A big part of its early success comes from the fact that its healthy snack products offer many of the qualities consumers are looking for, including organic, gluten free, non-GMO and vegan. But meeting these needs isn’t enough to guarantee success in today’s marketplace. Young companies need a leader who can not only help them navigate and compete with smaller competitors and deep-pocketed CPGs but also assist them in marketing their offerings, deal with changing consumer habits and work with retailers, both online and in the store.
Nardone appears to have the experience Hippeas will need following his prior experience at Annie’s Homegrown, Stirrings, Immaculate Baking and PopCorners. During his time at Immaculate Baking, he grew the company into the top-selling natural brand in the $2 billion refrigerated dough category before it was acquired by General Mills. At PopCorners, which was purchased as part of BFY Brands by PepsiCo in 2019, he prioritized leading and growing innovative food and beverage brands, with a focus on sales, marketing and brand building.
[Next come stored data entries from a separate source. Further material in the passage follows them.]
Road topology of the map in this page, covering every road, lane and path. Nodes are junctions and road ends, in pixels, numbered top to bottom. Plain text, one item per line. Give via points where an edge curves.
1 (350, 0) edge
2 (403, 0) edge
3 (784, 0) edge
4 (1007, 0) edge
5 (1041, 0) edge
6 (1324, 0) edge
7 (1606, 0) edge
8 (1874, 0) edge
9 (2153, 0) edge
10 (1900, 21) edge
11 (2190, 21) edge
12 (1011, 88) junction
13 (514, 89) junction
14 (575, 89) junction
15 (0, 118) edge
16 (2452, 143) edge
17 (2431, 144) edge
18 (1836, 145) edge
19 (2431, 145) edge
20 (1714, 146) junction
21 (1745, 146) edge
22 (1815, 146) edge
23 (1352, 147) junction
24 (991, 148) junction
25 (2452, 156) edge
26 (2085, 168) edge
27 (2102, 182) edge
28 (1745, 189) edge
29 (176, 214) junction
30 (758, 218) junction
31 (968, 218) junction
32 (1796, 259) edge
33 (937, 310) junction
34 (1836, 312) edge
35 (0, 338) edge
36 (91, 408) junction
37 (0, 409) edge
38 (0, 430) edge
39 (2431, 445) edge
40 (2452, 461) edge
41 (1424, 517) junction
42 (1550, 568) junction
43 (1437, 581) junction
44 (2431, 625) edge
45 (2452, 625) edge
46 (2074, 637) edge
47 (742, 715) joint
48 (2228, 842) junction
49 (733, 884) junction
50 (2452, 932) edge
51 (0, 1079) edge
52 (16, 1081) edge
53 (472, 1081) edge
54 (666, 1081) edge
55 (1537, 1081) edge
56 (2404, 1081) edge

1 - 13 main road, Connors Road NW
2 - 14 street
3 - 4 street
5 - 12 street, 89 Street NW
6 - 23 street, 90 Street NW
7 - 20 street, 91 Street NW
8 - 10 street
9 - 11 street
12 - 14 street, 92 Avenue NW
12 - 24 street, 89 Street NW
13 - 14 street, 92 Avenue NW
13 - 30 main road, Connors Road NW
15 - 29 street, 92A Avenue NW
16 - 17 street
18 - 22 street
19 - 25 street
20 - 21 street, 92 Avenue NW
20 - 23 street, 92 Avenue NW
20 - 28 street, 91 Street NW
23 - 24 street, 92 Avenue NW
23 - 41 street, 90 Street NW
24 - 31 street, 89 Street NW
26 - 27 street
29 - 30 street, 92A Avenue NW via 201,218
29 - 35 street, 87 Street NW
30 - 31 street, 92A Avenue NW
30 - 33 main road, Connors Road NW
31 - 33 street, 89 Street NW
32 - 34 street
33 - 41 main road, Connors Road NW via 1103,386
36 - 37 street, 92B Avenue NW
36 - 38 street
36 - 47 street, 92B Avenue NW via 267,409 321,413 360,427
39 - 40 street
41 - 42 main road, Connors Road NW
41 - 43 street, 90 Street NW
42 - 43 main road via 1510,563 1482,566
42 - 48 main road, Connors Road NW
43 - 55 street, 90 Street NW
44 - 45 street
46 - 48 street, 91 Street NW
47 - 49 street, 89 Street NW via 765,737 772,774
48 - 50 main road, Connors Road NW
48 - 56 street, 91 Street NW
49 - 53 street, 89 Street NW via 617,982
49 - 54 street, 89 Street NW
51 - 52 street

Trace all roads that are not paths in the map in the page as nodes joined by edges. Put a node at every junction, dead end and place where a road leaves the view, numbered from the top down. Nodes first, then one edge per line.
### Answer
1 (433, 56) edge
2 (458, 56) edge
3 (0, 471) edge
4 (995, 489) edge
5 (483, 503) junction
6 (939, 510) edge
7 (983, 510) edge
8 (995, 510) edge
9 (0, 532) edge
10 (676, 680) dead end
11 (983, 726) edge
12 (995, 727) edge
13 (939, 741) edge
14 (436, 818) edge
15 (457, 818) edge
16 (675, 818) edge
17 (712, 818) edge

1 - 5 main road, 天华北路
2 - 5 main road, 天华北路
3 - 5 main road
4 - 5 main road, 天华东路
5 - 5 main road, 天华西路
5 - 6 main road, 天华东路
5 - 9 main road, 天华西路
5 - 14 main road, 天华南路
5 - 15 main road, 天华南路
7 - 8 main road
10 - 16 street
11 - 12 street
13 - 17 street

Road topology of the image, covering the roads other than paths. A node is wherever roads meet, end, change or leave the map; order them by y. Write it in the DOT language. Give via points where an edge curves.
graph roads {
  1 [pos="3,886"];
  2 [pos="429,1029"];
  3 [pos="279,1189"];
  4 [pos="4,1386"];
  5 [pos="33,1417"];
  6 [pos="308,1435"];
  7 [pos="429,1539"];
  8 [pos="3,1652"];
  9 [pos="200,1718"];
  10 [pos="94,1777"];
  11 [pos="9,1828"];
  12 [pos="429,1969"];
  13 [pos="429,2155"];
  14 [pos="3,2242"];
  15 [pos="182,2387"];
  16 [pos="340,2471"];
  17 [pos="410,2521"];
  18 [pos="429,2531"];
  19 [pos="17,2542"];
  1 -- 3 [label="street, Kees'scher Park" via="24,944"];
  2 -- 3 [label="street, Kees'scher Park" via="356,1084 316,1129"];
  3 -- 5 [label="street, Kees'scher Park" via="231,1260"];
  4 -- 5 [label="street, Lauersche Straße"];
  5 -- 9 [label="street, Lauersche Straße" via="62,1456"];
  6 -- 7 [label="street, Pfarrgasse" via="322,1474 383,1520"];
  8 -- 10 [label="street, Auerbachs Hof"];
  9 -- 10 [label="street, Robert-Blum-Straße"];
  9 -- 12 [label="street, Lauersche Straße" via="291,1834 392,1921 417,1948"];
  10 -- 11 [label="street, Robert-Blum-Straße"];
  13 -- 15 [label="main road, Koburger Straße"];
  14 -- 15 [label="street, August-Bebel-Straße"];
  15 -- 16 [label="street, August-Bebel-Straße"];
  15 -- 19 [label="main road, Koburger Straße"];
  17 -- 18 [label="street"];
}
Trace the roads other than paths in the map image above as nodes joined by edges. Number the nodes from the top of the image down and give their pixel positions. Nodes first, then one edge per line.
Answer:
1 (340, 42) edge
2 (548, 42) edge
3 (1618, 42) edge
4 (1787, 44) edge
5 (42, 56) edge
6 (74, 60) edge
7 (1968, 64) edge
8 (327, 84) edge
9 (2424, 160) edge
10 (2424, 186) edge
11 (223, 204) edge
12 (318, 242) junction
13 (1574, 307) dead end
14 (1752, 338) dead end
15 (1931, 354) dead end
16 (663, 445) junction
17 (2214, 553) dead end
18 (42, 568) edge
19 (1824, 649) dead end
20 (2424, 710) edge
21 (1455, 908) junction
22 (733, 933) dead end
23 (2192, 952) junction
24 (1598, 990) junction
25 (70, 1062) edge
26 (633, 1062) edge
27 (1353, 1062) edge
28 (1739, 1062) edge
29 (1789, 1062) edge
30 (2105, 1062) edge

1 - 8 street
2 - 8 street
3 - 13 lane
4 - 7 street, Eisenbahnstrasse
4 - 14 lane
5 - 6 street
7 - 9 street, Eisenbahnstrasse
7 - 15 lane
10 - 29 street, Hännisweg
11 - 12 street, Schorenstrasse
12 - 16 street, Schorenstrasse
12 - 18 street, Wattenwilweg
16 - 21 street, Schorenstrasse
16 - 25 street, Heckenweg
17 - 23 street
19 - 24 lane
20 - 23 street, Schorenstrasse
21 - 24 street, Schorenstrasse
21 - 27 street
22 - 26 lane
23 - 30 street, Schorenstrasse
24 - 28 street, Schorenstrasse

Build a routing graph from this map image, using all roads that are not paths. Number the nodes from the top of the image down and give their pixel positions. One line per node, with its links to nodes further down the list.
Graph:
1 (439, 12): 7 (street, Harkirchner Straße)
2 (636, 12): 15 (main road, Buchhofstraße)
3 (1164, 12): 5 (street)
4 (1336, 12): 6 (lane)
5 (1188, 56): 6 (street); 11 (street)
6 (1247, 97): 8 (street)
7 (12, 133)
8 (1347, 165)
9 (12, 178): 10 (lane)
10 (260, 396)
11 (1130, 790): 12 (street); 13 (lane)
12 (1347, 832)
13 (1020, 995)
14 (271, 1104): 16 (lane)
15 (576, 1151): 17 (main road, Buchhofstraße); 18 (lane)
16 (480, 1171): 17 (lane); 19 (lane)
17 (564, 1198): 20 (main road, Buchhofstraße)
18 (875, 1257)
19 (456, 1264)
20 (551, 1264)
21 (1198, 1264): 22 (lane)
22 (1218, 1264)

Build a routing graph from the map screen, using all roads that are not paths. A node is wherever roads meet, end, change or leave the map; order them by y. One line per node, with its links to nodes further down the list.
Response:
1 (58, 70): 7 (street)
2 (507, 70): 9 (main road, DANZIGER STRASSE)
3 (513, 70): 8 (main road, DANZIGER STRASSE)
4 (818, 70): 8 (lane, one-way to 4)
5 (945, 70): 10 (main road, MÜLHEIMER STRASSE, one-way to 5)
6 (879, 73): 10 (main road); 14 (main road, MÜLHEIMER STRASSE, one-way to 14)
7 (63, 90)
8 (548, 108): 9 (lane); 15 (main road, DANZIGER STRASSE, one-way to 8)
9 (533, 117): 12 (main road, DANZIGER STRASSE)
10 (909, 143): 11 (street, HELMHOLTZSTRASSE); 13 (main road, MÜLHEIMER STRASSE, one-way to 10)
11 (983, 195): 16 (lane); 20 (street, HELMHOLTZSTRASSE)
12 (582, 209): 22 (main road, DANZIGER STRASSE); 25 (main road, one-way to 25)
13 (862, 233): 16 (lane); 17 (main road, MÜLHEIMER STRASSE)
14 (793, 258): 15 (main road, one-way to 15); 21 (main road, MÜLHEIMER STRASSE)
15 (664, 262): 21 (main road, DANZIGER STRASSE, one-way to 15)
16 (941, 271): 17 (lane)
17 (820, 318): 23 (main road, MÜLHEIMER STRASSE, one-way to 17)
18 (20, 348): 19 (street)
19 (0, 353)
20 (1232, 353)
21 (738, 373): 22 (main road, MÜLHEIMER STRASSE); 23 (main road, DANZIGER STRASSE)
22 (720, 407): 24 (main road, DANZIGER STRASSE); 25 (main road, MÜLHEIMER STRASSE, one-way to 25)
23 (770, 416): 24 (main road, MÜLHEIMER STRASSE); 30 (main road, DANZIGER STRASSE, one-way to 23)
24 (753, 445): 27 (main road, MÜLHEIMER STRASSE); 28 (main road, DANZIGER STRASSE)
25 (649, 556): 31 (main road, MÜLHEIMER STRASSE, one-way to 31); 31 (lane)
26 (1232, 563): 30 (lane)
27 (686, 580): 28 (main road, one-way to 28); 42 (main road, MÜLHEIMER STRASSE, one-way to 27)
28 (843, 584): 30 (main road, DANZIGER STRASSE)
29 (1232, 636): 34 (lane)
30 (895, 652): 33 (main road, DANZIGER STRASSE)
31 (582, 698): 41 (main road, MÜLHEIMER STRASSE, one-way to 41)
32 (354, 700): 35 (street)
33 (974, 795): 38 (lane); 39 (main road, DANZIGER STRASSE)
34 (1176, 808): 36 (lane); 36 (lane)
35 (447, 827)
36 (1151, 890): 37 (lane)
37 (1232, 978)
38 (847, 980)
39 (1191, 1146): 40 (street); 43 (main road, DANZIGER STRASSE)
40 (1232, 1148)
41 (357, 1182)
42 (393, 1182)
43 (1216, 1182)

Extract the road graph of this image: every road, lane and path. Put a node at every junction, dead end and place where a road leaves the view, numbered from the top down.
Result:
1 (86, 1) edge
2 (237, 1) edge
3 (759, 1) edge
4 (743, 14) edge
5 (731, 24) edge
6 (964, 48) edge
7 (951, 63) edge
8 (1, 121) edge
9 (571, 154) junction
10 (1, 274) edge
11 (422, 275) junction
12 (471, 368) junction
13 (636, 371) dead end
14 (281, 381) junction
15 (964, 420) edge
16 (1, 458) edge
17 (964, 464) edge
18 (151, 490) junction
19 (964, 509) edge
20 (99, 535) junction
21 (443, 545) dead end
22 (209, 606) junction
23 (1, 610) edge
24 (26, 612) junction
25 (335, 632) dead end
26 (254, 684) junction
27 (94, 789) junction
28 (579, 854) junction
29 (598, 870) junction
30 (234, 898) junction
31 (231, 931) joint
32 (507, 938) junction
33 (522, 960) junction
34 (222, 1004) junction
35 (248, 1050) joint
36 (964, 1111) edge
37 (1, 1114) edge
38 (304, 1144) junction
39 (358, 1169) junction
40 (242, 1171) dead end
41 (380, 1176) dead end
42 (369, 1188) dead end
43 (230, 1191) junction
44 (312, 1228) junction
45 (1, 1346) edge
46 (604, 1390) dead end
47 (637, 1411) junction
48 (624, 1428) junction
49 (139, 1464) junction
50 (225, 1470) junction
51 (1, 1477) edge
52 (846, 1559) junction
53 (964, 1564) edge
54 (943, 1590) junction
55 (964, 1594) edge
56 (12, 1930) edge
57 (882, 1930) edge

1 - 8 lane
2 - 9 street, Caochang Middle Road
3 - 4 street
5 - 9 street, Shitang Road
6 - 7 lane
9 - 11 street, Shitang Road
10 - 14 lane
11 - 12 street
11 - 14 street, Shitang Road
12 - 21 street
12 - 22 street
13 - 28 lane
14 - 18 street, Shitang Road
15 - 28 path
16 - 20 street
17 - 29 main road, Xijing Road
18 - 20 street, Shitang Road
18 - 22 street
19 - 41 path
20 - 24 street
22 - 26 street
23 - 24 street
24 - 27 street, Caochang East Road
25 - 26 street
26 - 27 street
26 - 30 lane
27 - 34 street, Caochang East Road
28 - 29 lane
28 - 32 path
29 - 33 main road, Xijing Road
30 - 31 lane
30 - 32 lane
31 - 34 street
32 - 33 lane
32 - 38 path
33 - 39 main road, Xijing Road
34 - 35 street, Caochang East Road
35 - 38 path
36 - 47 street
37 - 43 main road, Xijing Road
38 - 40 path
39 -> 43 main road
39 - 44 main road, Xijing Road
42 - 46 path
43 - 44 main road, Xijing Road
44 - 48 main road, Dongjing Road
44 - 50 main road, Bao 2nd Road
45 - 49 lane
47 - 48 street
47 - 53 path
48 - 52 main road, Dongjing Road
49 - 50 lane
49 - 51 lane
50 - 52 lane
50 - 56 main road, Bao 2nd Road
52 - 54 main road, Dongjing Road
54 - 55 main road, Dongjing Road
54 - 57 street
One thread that binds much of his prior food experience at these companies together is healthy food and beverages. Hippeas’s presence in the better-for-you snacking category will undoubtedly benefit from Nardone’s knowledge in fostering these brands.
The pace of acquisitions has been particularly active in food with CPGs bulking up their presence in healthier eating. In the past several months, Mondelez International purchased Hu Master Holdings, a maker of premium snacks and chocolates made from simple ingredients; Nestlé acquired Freshly, a provider of fresh-prepared meal delivery services in the U.S.; Danone added to the mix plant-based pioneer Follow Your Heart; and Mars purchased bar maker Kind.
Hippeas has long been rumored as an acquisition target, but so far has managed to remain a standalone company. It’s possible Nardone is being brought in to the on-trend Hippeas to further boost revenue that would drive up the price tag a potential acquirer would be willing to pay. At least two companies he has ties to in the past were ultimately gobbled up by big CPGs while he was CEO.
Hippeas’ value is no doubt on the rise as consumers look to eat healthier and snack more, a pair of trends that have gained momentum during the pandemic. With a fresh round of cash in hand, as well as new leadership in a CEO and CFO, the future for Hippeas appears promising, either as a standalone business of as part of a larger company.